His record as CEO of CKE Restaurants includes a list of labor violations too long to include here in its entirety. A sampling of what Senate Democratic staffers say they’re likely to bring up at the committee hearing:

  • Almost 60 percent of Fair Labor Standards Act investigations into Carl’s Jr. or Hardee’s resulted in violations against the fast-food chains, according to the advocacy group Allied Progress.
  • CKE has also been cited 21 times by the Occupational Safety and Health Administration since 2009, according to ThinkProgress.
  • One survey by the workers rights group ROC United found that 28 percent of CKE workers worked off the clock. “Approximately one third reported a wide range of wage theft violations, including not receiving required breaks, and overtime pay,” the study said.
  • One in five CKE Restaurants workers said they had been pressured to do their jobs in a way that could risk injury.
  • Nearly one-third of them have reported working more than 40 hours a week without being paid overtime, according to the report.
  • Two-thirds of women at CKE Restaurants reported “experiencing unwanted sexual behaviors at work” — compared with 40 percent of the women in the fast-food industry overall, the study says.
  • Meanwhile, Puzder himself earned $4.4 million in 2012, as well as more than $10 million in 2011.
  • In 2004, CKE Restaurants paid up to $9 million to settle claims that former and current restaurant managers had been “improperly ... denied overtime compensation,” according to the publication Nation’s Restaurant News.
  • Former Hardee’s employees have also alleged they were fired by the company for protesting low pay.

We don’t have proof that anything in Puzder’s long business record is what is causing his hearing from getting postponed again and again.
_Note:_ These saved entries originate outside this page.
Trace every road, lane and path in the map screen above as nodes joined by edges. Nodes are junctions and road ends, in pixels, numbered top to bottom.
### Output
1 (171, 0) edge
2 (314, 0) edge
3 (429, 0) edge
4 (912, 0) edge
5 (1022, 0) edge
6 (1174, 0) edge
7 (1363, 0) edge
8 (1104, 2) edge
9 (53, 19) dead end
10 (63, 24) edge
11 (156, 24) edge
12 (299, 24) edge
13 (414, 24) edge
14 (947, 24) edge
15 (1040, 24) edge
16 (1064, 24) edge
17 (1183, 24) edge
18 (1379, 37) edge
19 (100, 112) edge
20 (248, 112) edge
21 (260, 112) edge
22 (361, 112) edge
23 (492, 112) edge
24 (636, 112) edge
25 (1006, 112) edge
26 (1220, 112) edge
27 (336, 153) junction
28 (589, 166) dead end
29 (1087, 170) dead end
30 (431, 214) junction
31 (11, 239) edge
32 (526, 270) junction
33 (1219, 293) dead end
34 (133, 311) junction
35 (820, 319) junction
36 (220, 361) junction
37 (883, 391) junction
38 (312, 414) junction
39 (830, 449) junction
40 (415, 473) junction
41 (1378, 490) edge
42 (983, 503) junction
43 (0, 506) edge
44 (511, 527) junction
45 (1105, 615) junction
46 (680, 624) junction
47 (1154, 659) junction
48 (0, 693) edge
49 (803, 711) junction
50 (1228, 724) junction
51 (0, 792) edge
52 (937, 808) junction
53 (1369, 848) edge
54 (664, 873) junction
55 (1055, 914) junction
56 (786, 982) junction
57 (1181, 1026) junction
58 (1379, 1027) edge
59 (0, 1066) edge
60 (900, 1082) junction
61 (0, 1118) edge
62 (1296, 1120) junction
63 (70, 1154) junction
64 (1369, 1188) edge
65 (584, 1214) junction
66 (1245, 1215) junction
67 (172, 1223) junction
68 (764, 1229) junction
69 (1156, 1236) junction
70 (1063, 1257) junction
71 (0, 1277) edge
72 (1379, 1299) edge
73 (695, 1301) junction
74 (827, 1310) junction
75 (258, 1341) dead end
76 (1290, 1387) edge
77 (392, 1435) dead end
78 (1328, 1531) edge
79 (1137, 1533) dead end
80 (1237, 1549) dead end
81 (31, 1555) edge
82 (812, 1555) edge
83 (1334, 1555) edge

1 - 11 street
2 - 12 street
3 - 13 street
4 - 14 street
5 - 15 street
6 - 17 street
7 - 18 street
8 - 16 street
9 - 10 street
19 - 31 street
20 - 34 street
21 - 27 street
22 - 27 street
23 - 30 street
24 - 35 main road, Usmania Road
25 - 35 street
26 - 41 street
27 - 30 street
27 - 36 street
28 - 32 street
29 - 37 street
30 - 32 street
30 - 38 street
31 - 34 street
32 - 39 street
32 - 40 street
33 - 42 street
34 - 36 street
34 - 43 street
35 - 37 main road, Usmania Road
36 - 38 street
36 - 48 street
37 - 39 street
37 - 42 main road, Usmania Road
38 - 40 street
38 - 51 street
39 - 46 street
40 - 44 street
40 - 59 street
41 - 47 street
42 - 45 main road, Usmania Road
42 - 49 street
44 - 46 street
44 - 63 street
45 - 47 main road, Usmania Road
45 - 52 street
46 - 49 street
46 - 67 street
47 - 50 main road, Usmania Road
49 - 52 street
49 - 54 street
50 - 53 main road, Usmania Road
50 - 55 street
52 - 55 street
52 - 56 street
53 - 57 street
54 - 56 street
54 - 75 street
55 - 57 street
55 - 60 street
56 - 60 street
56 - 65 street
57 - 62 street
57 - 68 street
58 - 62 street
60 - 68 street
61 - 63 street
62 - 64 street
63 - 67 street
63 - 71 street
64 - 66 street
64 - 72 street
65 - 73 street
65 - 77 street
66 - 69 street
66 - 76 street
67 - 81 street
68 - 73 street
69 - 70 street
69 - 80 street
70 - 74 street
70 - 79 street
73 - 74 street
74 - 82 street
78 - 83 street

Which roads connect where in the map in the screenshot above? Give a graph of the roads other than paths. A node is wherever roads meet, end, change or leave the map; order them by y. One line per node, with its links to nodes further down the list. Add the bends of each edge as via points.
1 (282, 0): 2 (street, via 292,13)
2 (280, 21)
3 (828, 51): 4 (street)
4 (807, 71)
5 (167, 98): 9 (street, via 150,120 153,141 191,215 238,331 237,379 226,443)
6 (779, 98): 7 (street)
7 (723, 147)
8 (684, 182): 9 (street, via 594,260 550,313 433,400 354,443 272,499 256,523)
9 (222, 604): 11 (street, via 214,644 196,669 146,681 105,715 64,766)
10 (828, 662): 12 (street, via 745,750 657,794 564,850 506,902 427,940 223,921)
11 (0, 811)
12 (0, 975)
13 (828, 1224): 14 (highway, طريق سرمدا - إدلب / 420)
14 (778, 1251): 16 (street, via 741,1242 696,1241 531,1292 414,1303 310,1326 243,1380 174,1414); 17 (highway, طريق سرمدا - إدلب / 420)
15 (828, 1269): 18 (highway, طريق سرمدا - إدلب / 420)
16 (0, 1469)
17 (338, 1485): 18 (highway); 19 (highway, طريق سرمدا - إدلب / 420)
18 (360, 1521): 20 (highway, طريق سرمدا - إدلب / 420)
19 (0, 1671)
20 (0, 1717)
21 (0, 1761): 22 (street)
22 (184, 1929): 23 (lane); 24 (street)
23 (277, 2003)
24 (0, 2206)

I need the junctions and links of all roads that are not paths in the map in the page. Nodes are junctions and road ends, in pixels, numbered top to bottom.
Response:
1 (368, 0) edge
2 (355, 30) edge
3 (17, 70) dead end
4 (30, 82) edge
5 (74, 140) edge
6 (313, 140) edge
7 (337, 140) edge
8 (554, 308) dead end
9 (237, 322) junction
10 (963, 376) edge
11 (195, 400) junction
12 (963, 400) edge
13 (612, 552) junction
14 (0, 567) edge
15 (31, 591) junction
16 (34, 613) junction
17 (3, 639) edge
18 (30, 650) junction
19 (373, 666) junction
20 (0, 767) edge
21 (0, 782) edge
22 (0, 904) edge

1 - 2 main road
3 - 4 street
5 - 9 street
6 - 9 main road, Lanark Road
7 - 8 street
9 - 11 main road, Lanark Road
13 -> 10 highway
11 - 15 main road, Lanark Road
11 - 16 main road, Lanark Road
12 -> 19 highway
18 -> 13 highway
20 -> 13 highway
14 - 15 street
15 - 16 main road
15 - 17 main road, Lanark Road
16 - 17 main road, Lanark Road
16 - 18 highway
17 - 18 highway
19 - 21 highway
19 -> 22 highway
But Senate Democrats have already begun tying the two together, arguing that CKE Restaurants’ labor violations may be one reason he appears unwilling to go through public vetting.

“Eight weeks and four canceled hearing dates since his nomination was announced, we still have yet to see a single shred of paperwork from Mr. Puzder,” Sen. Patty Murray (D-WA) said in a statement on Tuesday. “... If Mr. Puzder ever does come before our committee, he’s going to have a lot of explaining to do.”